- _THE PROBLEM_
Retype the data exactly. Spelling and punctuation stay as they are.

** Opening GIVEN ENTRIES block **

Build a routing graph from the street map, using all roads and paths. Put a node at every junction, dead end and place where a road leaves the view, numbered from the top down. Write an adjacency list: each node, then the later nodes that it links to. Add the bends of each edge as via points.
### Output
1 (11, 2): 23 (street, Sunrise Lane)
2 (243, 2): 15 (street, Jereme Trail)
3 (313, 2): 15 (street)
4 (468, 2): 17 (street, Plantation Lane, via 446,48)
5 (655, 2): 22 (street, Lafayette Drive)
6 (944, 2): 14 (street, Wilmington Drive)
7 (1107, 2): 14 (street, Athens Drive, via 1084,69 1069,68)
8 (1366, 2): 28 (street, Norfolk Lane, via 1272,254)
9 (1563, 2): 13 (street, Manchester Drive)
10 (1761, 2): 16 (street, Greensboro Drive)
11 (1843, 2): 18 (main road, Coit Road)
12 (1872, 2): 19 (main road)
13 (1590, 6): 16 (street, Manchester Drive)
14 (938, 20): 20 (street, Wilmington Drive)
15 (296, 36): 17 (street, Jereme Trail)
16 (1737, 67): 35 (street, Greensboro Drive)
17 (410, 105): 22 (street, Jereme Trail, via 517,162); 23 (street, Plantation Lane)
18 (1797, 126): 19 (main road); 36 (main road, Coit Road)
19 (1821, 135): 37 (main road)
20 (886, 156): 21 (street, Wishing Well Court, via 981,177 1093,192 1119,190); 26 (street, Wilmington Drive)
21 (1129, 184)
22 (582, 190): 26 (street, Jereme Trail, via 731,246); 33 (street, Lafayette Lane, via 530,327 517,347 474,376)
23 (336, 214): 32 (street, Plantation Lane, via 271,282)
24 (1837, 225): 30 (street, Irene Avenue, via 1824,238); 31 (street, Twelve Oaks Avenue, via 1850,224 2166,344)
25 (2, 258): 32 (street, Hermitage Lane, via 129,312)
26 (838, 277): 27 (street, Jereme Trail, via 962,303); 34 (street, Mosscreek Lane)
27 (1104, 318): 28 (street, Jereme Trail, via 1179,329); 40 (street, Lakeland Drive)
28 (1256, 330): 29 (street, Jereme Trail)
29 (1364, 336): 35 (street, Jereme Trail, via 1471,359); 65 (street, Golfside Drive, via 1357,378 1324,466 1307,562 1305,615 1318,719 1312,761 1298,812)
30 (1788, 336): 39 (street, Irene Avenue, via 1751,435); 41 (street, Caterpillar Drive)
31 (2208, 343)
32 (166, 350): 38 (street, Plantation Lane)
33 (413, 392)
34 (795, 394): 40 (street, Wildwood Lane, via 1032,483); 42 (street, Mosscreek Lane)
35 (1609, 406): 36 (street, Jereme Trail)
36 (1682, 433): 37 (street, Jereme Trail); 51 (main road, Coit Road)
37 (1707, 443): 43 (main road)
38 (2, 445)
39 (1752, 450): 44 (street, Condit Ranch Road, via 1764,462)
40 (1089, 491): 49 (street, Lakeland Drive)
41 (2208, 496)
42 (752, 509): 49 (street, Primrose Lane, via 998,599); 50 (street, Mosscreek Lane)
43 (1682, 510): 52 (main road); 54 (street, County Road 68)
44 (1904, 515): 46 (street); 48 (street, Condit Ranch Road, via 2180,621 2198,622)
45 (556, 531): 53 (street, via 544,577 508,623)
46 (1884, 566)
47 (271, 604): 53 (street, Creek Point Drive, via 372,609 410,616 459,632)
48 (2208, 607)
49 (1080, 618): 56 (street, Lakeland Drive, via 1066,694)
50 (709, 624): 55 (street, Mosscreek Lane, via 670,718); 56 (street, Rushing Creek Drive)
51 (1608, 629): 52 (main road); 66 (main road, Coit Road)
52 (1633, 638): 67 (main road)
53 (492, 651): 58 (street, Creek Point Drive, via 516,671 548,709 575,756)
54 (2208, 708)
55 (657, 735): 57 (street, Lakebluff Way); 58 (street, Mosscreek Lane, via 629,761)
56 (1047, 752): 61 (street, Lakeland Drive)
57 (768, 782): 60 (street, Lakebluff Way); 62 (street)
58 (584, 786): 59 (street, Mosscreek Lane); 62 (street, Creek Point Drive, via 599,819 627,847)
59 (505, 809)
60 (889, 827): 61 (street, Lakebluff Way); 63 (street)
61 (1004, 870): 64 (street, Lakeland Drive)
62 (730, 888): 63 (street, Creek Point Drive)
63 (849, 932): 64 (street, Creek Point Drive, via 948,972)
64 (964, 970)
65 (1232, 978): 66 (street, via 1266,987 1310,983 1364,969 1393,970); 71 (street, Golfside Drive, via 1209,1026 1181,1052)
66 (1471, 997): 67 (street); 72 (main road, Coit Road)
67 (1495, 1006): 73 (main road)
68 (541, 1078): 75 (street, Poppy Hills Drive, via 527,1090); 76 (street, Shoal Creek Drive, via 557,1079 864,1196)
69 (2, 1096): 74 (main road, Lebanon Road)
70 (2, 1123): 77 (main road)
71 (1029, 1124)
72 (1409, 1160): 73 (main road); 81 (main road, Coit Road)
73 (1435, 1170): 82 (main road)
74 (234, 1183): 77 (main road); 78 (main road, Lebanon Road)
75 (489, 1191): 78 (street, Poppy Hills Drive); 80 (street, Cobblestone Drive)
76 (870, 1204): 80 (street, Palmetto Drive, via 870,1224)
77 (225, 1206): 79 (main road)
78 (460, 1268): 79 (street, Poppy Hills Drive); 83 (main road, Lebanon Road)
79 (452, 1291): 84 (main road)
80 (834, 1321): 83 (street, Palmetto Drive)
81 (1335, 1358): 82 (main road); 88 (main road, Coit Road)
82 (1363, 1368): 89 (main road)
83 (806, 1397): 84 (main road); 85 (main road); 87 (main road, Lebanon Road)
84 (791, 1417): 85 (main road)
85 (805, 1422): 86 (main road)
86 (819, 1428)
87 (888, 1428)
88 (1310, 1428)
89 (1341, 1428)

** Closing GIVEN ENTRIES block **

- _YOUR SOLUTION_
Build a routing graph from the street map, using all roads and paths. Put a node at every junction, dead end and place where a road leaves the view, numbered from the top down. Write an adjacency list: each node, then the later nodes that it links to. Add the bends of each edge as via points.
### Output
1 (11, 2): 23 (street, Sunrise Lane)
2 (243, 2): 15 (street, Jereme Trail)
3 (313, 2): 15 (street)
4 (468, 2): 17 (street, Plantation Lane, via 446,48)
5 (655, 2): 22 (street, Lafayette Drive)
6 (944, 2): 14 (street, Wilmington Drive)
7 (1107, 2): 14 (street, Athens Drive, via 1084,69 1069,68)
8 (1366, 2): 28 (street, Norfolk Lane, via 1272,254)
9 (1563, 2): 13 (street, Manchester Drive)
10 (1761, 2): 16 (street, Greensboro Drive)
11 (1843, 2): 18 (main road, Coit Road)
12 (1872, 2): 19 (main road)
13 (1590, 6): 16 (street, Manchester Drive)
14 (938, 20): 20 (street, Wilmington Drive)
15 (296, 36): 17 (street, Jereme Trail)
16 (1737, 67): 35 (street, Greensboro Drive)
17 (410, 105): 22 (street, Jereme Trail, via 517,162); 23 (street, Plantation Lane)
18 (1797, 126): 19 (main road); 36 (main road, Coit Road)
19 (1821, 135): 37 (main road)
20 (886, 156): 21 (street, Wishing Well Court, via 981,177 1093,192 1119,190); 26 (street, Wilmington Drive)
21 (1129, 184)
22 (582, 190): 26 (street, Jereme Trail, via 731,246); 33 (street, Lafayette Lane, via 530,327 517,347 474,376)
23 (336, 214): 32 (street, Plantation Lane, via 271,282)
24 (1837, 225): 30 (street, Irene Avenue, via 1824,238); 31 (street, Twelve Oaks Avenue, via 1850,224 2166,344)
25 (2, 258): 32 (street, Hermitage Lane, via 129,312)
26 (838, 277): 27 (street, Jereme Trail, via 962,303); 34 (street, Mosscreek Lane)
27 (1104, 318): 28 (street, Jereme Trail, via 1179,329); 40 (street, Lakeland Drive)
28 (1256, 330): 29 (street, Jereme Trail)
29 (1364, 336): 35 (street, Jereme Trail, via 1471,359); 65 (street, Golfside Drive, via 1357,378 1324,466 1307,562 1305,615 1318,719 1312,761 1298,812)
30 (1788, 336): 39 (street, Irene Avenue, via 1751,435); 41 (street, Caterpillar Drive)
31 (2208, 343)
32 (166, 350): 38 (street, Plantation Lane)
33 (413, 392)
34 (795, 394): 40 (street, Wildwood Lane, via 1032,483); 42 (street, Mosscreek Lane)
35 (1609, 406): 36 (street, Jereme Trail)
36 (1682, 433): 37 (street, Jereme Trail); 51 (main road, Coit Road)
37 (1707, 443): 43 (main road)
38 (2, 445)
39 (1752, 450): 44 (street, Condit Ranch Road, via 1764,462)
40 (1089, 491): 49 (street, Lakeland Drive)
41 (2208, 496)
42 (752, 509): 49 (street, Primrose Lane, via 998,599); 50 (street, Mosscreek Lane)
43 (1682, 510): 52 (main road); 54 (street, County Road 68)
44 (1904, 515): 46 (street); 48 (street, Condit Ranch Road, via 2180,621 2198,622)
45 (556, 531): 53 (street, via 544,577 508,623)
46 (1884, 566)
47 (271, 604): 53 (street, Creek Point Drive, via 372,609 410,616 459,632)
48 (2208, 607)
49 (1080, 618): 56 (street, Lakeland Drive, via 1066,694)
50 (709, 624): 55 (street, Mosscreek Lane, via 670,718); 56 (street, Rushing Creek Drive)
51 (1608, 629): 52 (main road); 66 (main road, Coit Road)
52 (1633, 638): 67 (main road)
53 (492, 651): 58 (street, Creek Point Drive, via 516,671 548,709 575,756)
54 (2208, 708)
55 (657, 735): 57 (street, Lakebluff Way); 58 (street, Mosscreek Lane, via 629,761)
56 (1047, 752): 61 (street, Lakeland Drive)
57 (768, 782): 60 (street, Lakebluff Way); 62 (street)
58 (584, 786): 59 (street, Mosscreek Lane); 62 (street, Creek Point Drive, via 599,819 627,847)
59 (505, 809)
60 (889, 827): 61 (street, Lakebluff Way); 63 (street)
61 (1004, 870): 64 (street, Lakeland Drive)
62 (730, 888): 63 (street, Creek Point Drive)
63 (849, 932): 64 (street, Creek Point Drive, via 948,972)
64 (964, 970)
65 (1232, 978): 66 (street, via 1266,987 1310,983 1364,969 1393,970); 71 (street, Golfside Drive, via 1209,1026 1181,1052)
66 (1471, 997): 67 (street); 72 (main road, Coit Road)
67 (1495, 1006): 73 (main road)
68 (541, 1078): 75 (street, Poppy Hills Drive, via 527,1090); 76 (street, Shoal Creek Drive, via 557,1079 864,1196)
69 (2, 1096): 74 (main road, Lebanon Road)
70 (2, 1123): 77 (main road)
71 (1029, 1124)
72 (1409, 1160): 73 (main road); 81 (main road, Coit Road)
73 (1435, 1170): 82 (main road)
74 (234, 1183): 77 (main road); 78 (main road, Lebanon Road)
75 (489, 1191): 78 (street, Poppy Hills Drive); 80 (street, Cobblestone Drive)
76 (870, 1204): 80 (street, Palmetto Drive, via 870,1224)
77 (225, 1206): 79 (main road)
78 (460, 1268): 79 (street, Poppy Hills Drive); 83 (main road, Lebanon Road)
79 (452, 1291): 84 (main road)
80 (834, 1321): 83 (street, Palmetto Drive)
81 (1335, 1358): 82 (main road); 88 (main road, Coit Road)
82 (1363, 1368): 89 (main road)
83 (806, 1397): 84 (main road); 85 (main road); 87 (main road, Lebanon Road)
84 (791, 1417): 85 (main road)
85 (805, 1422): 86 (main road)
86 (819, 1428)
87 (888, 1428)
88 (1310, 1428)
89 (1341, 1428)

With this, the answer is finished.